A Guatemalan national was sentenced on April 7 to more than 27 years in federal prison after pleading guilty to conspiracy charges involving the manufacture and distribution of cocaine, according to an announcement by U.S. Attorney Jay R. Combs.
Crysthian Omar Escobar Angel, age 48, was extradited from Guatemala to the United States in January of 2024 and pleaded guilty in June of 2025. He received a sentence of 327 months from U.S. District Judge Amos L. Mazzant in the Eastern District of Texas.
Court records show that Escobar Angel managed part of a large-scale drug trafficking organization operating across Central and North America since at least 2015. The group used complex infrastructure to move multi-ton quantities of cocaine from Colombia through Central America into the United States for further distribution. In one instance cited during proceedings, Escobar Angel sent a text message referencing threats of violence: “Let me talk with someone I am just going to need some specifics for tomorrow and we will throw some poison on him…. [l]eave that [expletive] to me…. Let’s [expletive] him up….”
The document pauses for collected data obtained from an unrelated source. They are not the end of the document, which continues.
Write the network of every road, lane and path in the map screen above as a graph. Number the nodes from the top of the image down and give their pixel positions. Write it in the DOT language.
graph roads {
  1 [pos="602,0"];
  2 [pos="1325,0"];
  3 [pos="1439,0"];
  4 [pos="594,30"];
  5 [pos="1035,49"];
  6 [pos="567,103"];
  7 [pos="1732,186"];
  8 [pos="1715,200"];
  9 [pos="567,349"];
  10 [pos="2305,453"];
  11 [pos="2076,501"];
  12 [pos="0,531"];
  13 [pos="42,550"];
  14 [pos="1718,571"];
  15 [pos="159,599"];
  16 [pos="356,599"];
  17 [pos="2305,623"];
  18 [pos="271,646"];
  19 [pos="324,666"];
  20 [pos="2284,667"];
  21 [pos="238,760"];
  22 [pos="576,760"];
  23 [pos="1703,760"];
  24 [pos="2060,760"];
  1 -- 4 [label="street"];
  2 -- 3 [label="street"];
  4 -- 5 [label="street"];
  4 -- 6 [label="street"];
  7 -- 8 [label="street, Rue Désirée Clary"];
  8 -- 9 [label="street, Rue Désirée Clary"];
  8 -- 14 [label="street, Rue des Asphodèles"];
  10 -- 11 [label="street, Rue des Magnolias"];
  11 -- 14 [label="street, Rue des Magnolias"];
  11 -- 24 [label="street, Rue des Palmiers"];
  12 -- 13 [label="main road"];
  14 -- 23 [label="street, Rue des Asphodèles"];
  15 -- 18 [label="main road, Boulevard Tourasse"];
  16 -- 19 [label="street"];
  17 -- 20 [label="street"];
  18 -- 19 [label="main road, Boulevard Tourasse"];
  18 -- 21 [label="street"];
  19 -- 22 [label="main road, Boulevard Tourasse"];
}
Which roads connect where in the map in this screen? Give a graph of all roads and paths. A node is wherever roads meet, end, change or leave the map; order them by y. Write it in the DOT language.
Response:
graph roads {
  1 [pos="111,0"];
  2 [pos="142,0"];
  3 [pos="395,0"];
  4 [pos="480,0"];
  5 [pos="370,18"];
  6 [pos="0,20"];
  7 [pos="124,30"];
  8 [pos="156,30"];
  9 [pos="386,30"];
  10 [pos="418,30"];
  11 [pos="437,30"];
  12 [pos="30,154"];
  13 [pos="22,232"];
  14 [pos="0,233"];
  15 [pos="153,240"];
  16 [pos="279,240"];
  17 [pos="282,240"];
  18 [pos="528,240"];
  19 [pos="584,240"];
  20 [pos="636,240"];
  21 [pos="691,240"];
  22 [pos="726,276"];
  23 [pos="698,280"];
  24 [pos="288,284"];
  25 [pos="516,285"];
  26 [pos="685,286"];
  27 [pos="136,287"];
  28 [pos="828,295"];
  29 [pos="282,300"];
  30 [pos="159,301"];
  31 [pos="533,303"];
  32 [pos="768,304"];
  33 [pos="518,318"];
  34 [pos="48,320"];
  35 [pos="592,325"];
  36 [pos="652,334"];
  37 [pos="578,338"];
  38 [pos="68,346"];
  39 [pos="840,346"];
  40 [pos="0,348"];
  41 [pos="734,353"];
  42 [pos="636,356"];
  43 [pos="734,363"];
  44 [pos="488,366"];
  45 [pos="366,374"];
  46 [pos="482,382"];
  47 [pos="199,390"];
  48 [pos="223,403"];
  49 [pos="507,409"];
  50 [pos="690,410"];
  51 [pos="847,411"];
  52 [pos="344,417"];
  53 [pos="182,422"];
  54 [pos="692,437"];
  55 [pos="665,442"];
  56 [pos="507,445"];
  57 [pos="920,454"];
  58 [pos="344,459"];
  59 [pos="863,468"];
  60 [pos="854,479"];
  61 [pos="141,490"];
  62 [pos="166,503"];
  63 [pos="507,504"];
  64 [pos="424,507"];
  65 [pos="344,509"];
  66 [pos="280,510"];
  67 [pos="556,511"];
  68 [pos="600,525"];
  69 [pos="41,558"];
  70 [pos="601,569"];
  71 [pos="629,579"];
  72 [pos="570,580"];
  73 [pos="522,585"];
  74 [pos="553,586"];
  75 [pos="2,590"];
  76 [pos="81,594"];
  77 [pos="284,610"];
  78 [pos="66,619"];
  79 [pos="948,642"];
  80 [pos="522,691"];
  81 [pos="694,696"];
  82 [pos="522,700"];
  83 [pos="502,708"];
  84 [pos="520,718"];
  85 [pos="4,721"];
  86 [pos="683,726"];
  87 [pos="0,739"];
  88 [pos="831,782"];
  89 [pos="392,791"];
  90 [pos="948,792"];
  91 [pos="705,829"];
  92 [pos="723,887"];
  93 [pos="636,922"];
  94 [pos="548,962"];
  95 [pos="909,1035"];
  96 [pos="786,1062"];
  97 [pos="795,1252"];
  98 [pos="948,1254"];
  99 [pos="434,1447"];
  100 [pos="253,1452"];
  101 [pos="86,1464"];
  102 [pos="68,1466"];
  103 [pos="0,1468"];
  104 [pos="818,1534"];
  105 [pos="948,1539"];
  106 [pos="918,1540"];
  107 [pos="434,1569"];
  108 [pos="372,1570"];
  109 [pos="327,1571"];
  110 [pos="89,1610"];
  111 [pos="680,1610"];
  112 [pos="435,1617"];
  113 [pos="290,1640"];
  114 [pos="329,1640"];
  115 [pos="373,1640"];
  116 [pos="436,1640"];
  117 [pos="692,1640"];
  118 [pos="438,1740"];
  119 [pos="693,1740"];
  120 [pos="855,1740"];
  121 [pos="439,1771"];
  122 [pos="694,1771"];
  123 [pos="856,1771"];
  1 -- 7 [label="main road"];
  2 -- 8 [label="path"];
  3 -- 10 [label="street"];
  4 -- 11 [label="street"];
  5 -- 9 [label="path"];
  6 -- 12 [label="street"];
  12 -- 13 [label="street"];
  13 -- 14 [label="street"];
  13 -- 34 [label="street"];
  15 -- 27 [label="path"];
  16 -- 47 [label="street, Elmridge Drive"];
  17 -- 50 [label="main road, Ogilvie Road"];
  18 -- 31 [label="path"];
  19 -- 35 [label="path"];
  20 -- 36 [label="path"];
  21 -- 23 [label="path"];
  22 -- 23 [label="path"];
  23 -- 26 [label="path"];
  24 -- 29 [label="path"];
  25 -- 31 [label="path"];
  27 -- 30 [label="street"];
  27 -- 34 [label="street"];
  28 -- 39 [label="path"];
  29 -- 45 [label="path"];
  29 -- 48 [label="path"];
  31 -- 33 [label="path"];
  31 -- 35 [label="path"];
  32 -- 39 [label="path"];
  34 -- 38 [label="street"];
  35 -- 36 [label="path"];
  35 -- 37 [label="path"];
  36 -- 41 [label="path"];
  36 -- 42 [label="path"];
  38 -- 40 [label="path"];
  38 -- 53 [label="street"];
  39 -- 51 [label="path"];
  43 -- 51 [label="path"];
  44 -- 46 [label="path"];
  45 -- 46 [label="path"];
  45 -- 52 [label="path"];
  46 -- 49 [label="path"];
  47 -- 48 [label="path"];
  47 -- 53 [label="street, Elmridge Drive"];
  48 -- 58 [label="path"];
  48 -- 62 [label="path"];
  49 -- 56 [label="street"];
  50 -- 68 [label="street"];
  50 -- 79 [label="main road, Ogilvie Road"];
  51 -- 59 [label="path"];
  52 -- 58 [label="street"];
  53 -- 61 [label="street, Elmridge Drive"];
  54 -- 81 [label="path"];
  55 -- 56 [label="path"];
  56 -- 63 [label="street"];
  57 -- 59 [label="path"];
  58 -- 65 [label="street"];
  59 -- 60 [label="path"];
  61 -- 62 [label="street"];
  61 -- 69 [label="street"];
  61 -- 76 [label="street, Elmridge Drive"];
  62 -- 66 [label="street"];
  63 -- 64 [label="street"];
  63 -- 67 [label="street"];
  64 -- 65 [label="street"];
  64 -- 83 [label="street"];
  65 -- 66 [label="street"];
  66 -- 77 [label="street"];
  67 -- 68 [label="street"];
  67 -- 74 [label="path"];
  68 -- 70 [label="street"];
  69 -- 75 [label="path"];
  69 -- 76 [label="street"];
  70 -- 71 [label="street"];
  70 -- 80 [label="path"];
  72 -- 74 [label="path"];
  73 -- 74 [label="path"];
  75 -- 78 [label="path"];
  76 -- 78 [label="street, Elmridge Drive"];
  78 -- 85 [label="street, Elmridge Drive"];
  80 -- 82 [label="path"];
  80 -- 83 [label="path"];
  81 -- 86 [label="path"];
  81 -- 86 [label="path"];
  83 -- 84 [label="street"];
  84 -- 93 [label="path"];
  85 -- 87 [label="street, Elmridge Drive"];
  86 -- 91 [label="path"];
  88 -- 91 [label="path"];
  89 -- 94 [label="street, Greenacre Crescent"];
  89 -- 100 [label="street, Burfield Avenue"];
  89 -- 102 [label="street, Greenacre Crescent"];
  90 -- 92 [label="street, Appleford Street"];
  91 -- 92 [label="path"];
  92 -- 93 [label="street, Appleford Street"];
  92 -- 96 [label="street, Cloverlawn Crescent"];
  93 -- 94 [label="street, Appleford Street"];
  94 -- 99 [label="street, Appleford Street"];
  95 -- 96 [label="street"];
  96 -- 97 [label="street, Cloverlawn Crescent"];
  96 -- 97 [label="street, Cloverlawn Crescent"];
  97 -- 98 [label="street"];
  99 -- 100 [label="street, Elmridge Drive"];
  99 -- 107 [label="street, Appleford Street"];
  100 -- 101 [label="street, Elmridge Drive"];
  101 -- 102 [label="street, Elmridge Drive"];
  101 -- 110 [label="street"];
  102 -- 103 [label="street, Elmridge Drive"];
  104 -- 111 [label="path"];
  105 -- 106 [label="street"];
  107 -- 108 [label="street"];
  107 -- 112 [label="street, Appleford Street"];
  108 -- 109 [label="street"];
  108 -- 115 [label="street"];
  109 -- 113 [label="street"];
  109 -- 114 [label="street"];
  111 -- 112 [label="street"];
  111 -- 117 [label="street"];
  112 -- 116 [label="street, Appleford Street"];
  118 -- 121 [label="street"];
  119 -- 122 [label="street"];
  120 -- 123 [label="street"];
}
Escobar Angel was indicted in the Eastern District of Texas in 2019 as part of an investigation led by federal agents into this drug trafficking network.
The case is part of the Homeland Security Task Force initiative established by Executive Order 14159, Protecting the American People Against Invasion. The initiative is described as a whole-of-government partnership aimed at dismantling criminal cartels, foreign gangs, transnational criminal organizations, and human smuggling rings both inside and outside U.S. borders. Special focus is placed on crimes involving children and removing violent criminal aliens from the country.
The Drug Enforcement Administration investigated this case.